Lo scorso 10 novembre Parlamento europeo e Consiglio hanno raggiunto un accordo sul bilancio pluriennale dell’Unione europea per il periodo 2021-2027. Si tratta di un passo fondamentale verso l’approvazione di alcune misure di prioritaria importanza: una su tutte il Recovery Fund, il fondo per la ripresa pensato per rispondere alle conseguenze della pandemia di Coronavirus.
È bene chiarire che i negoziati non sono ancora conclusi: è solo stato raggiunto un altro step nell’iter che porterà alla decisione definitiva riguardo alla sua portata totale e ai suoi tempi di entrata in vigore.
Il Bilancio dell’Ue consente il funzionamento della macchina europea: tutti gli Stati membri concorrono in modo proporzionale a finanziare i fondi europei che lo costituiscono. In base a quali siano le voci a cui si decide di dare più o meno importanza, si orientano le politiche comunitarie a lungo termine. Infatti, il bilancio pluriennale ha una durata di almeno cinque anni; il prossimo avrà durata dal 2021 al 2027.
La pandemia ha costretto a ripensare molti degli obiettivi dell’Unione europea: era essenziale prevedere delle forme di aiuto per i Paesi membri, colpiti da una crisi simmetrica e che quindi coinvolge tutti. Gli egoismi iniziali di alcuni Stati, che poco hanno compreso la portata e l’entità della crisi sistemica che ci sta riguardando, sono man mano scemati, ma ancora non tutti i punti di vista sono allineati nel segno della solidarietà, valore fondamentale che dovrebbe caratterizzare l’Unione europea.
All’inizio dei negoziati il Parlamento, unica istituzione eletta direttamente dai cittadini, aveva chiesto ai singoli stati di aumentare la disponibilità del bilancio. Il compromesso raggiunto prevede 16 miliardi in più rispetto alla bozza proposta dal Consiglio, ossia l’istituzione che rappresenta proprio i singoli Stati. Questi ulteriori fondi vanno a rimpolpare voci di bilancio care al Parlamento, rappresentate dalla salute, la ricerca, ma anche Erasmus+ e Europa Creativa. Noi del MoVimento 5 Stelle abbiamo spinto affinché fosse così, e non possiamo che esserne soddisfatti.
Di sicuro è anche apprezzabile il fatto che ora abbiamo un calendario per la creazione di risorse proprie nel prossimo decennio, le quali porteranno nel budget dell’Unione risorse fresche che andranno a ripagare i costi del piano straordinario sul covid-19. Si spera che tali risorse consentiranno di correggere le asimmetrie del mercato unico provocate da quegli attori economici che ne abusano, come ad esempio la finanza speculativa e i giganti del digitale.
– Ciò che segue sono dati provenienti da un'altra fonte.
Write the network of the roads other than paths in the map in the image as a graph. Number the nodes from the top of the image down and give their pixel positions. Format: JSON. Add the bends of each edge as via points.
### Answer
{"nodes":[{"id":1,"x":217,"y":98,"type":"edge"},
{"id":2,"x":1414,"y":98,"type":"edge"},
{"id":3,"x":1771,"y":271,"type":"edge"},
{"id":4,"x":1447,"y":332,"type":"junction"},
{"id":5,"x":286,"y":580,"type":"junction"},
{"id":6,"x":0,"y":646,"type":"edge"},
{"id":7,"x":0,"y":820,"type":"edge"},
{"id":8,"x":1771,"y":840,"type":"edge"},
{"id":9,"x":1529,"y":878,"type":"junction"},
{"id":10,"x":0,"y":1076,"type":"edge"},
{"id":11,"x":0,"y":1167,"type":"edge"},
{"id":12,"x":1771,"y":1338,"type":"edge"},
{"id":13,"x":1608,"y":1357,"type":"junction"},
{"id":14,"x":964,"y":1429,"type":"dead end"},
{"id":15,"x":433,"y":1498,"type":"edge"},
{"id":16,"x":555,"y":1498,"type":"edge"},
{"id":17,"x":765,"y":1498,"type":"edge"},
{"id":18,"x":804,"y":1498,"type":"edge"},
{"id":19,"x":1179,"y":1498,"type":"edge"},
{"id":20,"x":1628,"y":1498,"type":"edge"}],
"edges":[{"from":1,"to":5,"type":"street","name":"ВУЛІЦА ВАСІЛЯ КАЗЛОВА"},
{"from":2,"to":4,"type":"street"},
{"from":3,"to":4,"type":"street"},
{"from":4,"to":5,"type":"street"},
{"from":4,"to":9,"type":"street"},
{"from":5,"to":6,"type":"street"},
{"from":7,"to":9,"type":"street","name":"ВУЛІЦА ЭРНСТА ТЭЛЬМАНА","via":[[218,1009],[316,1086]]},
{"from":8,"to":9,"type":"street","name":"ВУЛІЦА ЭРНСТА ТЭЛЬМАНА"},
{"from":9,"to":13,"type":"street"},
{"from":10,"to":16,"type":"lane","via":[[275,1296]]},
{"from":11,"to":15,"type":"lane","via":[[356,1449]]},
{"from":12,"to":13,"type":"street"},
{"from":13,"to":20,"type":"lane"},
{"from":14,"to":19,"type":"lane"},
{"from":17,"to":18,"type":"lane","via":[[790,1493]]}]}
Adesso, il compromesso così raggiunto dovrà completare il suo iter legislativo ed essere approvato dal Parlamento e dal Consiglio. Se sul primo non ci dovrebbero essere dubbi, sul secondo potrebbero presentarsi invece ostacoli. La spaccatura tra i Paesi del nord e sud Europa, pur essendosi in parte rinsaldata nel corso dei mesi, ancora minaccia la buona riuscita dei negoziati.
Ci sono infatti ancora dei nodi da sciogliere sul Recovery Fund. Sempre giovedì 11 novembre si sono riunite al Parlamento europeo le commissioni Bilancio e Affari Economici che hanno approvato il testo che sarà la base negoziale per le trattative con il Consiglio delle prossime settimane. In base a questa il Parlamento chiede di aumentare l’anticipo dei fondi totali ai governi nazionali passando dal 10 al 20 per cento, da versare entro la prima parte del 2021 per far partire subito i progetti selezionati. In questo, per quanto riguarda la posizione del Consiglio, stanno giocando un ruolo di primaria importanza il premier Giuseppe Conte e il governo italiano, grazie ai quali si è ottenuto l’inserimento della clausola che consentirà di ottenere una prima parte di fondi già nel 2021.
Una volta trovato l’accordo sia sul bilancio pluriennale sia sul Recovery Fund, prima di iniziare ad erogare i fondi quest’ultimo dovrà essere approvato anche da tutti i parlamenti nazionali. Solo a quel punto l’Unione europea potrà produrre titoli comunitari per reperire i 750 miliardi di euro del Fondo sui mercati finanziari.